Senator FERGUSON (5:51 PM) —I have heard some rambling speeches from Senator Brown in my time, but that one just about takes the cake. That comes from a senator who, to the best of my knowledge, hardly ever attends committees. He is scarcely aware of what takes place in the committees on a day-by-day basis—whether it be estimates committees, references committees or legislation committees. I do not recollect ever attending a committee hearing with Senator Brown.

Senator Brown talked about proper democratic process. I would have thought that proper democratic process usually means that those who have a majority hold sway. The government is formed by those who have the majority; that is what a proper democratic process is. In this case, the proper democratic will of the people of Australia is reflected in the numbers currently in the Senate, and that is the proper democratic process. Senator Brown is very keen to talk about democracy. This is democracy at work.

When Senator Brown was talking about the report of the Procedure Committee, he was wrong about subcommittees. There cannot be a subcommittee consisting of only government senators. If you read the report and the standing orders carefully, you will find that there must be at least one opposition and one government member present, even on a subcommittee.

One of the other issues that Senator Brown raised was government senators ‘controlling’ the outcome of committee reports. In previous parliaments we have had situations where the outcome is controlled not by the majority of people in this place but by a minority. If that is democracy, it is a very strange view of democracy. In fact, we had references committees where there were three Labor senators and a Labor chair, and the Labor Party on its own could control the outcome of a references committee report. The chair had a casting vote; the government, with a majority of members in this place, had two members on those committees and minor parties had one. So, in fact, rather than a democratic process where the majority controlled the outcome, in the case of references committees we had a case where three Labor senators—a minority of people in this place—could control the outcome of a report, not even taking into account the wishes of the minor parties or government members, if they so desired. What we are talking about today is putting in place the proper democratic process.

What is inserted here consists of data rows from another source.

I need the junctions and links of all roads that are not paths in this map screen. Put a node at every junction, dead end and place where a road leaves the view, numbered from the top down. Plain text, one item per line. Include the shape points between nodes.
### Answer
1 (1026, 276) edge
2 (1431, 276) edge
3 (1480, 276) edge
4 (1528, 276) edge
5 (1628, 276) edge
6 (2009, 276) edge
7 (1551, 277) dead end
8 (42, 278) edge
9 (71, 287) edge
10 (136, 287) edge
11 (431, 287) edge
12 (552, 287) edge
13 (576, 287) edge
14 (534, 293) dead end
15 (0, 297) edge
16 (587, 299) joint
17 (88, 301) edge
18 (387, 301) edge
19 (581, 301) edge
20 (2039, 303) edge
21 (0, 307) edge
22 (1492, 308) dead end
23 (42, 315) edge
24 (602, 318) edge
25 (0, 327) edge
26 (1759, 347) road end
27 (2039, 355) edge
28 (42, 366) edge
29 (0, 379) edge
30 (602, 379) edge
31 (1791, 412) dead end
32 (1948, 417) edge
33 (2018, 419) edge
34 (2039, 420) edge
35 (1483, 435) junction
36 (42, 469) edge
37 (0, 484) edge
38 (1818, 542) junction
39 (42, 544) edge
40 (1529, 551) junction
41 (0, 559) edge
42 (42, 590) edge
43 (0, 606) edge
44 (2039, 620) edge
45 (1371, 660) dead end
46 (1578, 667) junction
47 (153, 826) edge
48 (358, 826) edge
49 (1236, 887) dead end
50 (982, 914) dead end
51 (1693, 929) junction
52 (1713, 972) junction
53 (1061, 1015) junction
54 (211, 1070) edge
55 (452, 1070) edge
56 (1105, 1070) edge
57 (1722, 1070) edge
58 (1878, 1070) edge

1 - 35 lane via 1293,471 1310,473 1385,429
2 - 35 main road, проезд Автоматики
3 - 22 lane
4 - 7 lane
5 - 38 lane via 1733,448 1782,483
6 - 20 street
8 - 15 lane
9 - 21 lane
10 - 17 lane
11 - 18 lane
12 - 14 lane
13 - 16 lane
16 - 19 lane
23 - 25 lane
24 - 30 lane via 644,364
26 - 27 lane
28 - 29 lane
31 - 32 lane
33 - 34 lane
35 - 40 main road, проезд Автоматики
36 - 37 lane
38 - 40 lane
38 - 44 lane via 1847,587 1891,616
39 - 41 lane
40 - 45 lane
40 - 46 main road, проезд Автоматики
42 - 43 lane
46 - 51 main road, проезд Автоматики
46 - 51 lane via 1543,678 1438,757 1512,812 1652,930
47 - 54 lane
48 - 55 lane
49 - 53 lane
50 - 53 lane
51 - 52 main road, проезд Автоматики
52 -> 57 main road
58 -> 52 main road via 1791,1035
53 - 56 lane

The proposed make-up of the new committee system reflects the numbers in this place. The changes that were made to the committee system in 1994, in my early days in the Senate, reflected—

Senator George Campbell —Why didn’t you adopt the House of Commons structure?

Senator FERGUSON —I do not know whether Senator George Campbell is on the speakers list but I am sure he can get on it if he wants to. The changes that were made to the committee system in 1994 also reflected the numbers in this place. All that we are proposing is returning to the pre-1994 situation where the make-up of committees from the Senate will reflect the numbers in this place. The government majority in this chamber will be reflected in the proposal to have eight committees in which the government has four members, the Labor opposition three and the minor parties one.

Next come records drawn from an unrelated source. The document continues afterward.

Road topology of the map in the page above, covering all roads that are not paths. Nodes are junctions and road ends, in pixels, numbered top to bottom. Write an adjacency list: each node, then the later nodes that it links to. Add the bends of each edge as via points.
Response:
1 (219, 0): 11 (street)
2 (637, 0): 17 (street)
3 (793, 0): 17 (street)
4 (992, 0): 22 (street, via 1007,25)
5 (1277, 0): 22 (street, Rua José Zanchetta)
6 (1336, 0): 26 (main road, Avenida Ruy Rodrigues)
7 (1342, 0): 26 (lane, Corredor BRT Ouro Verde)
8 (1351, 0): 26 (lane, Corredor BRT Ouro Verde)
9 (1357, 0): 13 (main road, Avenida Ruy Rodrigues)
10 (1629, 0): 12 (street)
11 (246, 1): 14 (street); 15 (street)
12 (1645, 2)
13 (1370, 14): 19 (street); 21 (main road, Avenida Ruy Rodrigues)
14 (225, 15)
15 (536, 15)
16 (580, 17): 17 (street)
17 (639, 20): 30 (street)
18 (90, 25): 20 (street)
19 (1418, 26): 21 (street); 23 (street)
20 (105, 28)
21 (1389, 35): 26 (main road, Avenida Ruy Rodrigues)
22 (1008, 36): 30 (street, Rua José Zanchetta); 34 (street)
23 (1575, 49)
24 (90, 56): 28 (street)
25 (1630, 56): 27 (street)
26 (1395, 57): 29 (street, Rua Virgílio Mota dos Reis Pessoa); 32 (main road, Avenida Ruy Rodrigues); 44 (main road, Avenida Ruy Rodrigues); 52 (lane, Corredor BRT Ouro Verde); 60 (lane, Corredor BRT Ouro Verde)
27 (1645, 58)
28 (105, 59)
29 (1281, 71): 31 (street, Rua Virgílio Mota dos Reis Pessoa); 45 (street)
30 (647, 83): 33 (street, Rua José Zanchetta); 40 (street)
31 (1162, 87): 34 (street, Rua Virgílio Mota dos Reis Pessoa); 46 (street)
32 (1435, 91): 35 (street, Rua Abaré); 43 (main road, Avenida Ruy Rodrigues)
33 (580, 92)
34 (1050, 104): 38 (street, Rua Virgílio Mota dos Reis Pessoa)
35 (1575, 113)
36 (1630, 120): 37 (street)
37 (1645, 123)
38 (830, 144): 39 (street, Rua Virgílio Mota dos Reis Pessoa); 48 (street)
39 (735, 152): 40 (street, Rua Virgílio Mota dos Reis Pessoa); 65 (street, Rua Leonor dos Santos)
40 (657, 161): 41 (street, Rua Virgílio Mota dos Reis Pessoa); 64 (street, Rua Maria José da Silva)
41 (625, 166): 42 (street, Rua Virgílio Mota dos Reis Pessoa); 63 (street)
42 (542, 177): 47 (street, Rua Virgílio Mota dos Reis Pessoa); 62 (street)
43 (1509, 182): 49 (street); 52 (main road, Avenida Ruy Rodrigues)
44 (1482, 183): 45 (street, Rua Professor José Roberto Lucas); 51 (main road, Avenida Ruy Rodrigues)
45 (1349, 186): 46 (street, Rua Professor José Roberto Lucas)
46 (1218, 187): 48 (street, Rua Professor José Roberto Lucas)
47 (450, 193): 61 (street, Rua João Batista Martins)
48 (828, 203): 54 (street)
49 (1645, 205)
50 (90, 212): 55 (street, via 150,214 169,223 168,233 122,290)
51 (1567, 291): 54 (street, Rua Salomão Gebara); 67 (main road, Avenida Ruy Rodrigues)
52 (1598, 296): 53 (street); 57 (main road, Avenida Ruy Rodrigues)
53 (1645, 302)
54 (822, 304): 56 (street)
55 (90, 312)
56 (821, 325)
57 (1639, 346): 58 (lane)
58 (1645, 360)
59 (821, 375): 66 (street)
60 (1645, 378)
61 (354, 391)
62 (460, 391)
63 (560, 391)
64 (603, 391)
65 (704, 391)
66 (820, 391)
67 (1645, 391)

I listened with interest to Senator Ray’s contribution because I respect his contributions. He has had a long period of time in this place and he has seen many changes. I was not enamoured by his opening remark that this was the ‘execution of the committee system’. If we are to believe that this is the execution of the committee system, does that mean that the committee system that was in place for all of the Hawke Labor government and for a portion of the Keating Labor government did not work? We are only reverting to the numbers that were in existence throughout the whole of the Hawke Labor government. Yet Senator Ray says that this is the ‘execution of the committee system’.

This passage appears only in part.